Task to complete
Set down, exactly as they appear, the line containing "Write the network" and all subsequent lines through the end of the material below.
————
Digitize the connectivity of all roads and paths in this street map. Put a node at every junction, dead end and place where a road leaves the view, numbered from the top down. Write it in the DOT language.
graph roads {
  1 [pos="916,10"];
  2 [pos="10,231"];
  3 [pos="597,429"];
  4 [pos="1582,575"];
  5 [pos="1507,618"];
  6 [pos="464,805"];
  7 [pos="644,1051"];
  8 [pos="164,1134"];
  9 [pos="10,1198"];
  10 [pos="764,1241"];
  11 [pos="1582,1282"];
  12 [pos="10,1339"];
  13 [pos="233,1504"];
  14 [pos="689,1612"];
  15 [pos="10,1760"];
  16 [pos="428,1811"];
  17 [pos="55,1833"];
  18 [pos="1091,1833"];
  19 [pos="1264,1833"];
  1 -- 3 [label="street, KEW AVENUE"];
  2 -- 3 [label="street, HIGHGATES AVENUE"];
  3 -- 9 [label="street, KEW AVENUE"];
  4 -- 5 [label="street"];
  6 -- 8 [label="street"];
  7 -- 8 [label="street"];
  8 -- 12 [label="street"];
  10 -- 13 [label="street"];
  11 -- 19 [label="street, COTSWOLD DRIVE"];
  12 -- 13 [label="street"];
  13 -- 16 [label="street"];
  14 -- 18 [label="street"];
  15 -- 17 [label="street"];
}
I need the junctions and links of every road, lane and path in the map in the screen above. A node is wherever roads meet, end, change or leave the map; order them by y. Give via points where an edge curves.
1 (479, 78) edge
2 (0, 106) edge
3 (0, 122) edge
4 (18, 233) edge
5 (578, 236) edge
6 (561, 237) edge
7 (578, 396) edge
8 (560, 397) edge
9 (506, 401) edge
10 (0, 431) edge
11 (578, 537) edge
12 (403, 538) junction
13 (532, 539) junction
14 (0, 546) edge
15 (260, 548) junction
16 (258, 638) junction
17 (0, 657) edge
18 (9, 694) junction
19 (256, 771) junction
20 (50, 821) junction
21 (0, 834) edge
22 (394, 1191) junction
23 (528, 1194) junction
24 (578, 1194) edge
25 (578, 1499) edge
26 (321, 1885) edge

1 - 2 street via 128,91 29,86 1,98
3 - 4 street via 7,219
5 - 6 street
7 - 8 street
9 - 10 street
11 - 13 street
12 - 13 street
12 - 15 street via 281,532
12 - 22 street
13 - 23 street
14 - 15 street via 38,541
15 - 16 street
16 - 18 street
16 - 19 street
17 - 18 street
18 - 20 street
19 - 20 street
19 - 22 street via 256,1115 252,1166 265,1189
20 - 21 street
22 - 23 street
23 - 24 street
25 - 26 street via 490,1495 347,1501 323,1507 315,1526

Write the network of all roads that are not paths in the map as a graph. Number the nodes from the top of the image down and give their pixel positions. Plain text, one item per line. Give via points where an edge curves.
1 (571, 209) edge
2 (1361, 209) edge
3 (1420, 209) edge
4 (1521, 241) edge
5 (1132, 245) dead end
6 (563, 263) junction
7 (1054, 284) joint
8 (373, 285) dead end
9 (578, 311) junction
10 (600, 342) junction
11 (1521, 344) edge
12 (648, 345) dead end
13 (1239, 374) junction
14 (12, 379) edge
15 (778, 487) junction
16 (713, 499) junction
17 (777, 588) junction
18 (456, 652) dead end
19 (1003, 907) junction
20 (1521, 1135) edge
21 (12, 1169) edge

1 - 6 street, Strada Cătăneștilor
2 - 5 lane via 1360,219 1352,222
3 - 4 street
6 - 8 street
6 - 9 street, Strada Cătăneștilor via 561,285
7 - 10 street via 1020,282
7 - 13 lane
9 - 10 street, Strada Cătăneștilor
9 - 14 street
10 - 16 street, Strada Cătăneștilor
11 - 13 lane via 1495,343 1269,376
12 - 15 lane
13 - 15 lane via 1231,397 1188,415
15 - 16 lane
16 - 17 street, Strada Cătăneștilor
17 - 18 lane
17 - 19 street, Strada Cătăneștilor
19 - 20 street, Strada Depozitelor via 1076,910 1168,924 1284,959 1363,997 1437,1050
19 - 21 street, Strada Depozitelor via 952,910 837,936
————
Answer for this exercise
Write the network of all roads that are not paths in the map as a graph. Number the nodes from the top of the image down and give their pixel positions. Plain text, one item per line. Give via points where an edge curves.
1 (571, 209) edge
2 (1361, 209) edge
3 (1420, 209) edge
4 (1521, 241) edge
5 (1132, 245) dead end
6 (563, 263) junction
7 (1054, 284) joint
8 (373, 285) dead end
9 (578, 311) junction
10 (600, 342) junction
11 (1521, 344) edge
12 (648, 345) dead end
13 (1239, 374) junction
14 (12, 379) edge
15 (778, 487) junction
16 (713, 499) junction
17 (777, 588) junction
18 (456, 652) dead end
19 (1003, 907) junction
20 (1521, 1135) edge
21 (12, 1169) edge

1 - 6 street, Strada Cătăneștilor
2 - 5 lane via 1360,219 1352,222
3 - 4 street
6 - 8 street
6 - 9 street, Strada Cătăneștilor via 561,285
7 - 10 street via 1020,282
7 - 13 lane
9 - 10 street, Strada Cătăneștilor
9 - 14 street
10 - 16 street, Strada Cătăneștilor
11 - 13 lane via 1495,343 1269,376
12 - 15 lane
13 - 15 lane via 1231,397 1188,415
15 - 16 lane
16 - 17 street, Strada Cătăneștilor
17 - 18 lane
17 - 19 street, Strada Cătăneștilor
19 - 20 street, Strada Depozitelor via 1076,910 1168,924 1284,959 1363,997 1437,1050
19 - 21 street, Strada Depozitelor via 952,910 837,936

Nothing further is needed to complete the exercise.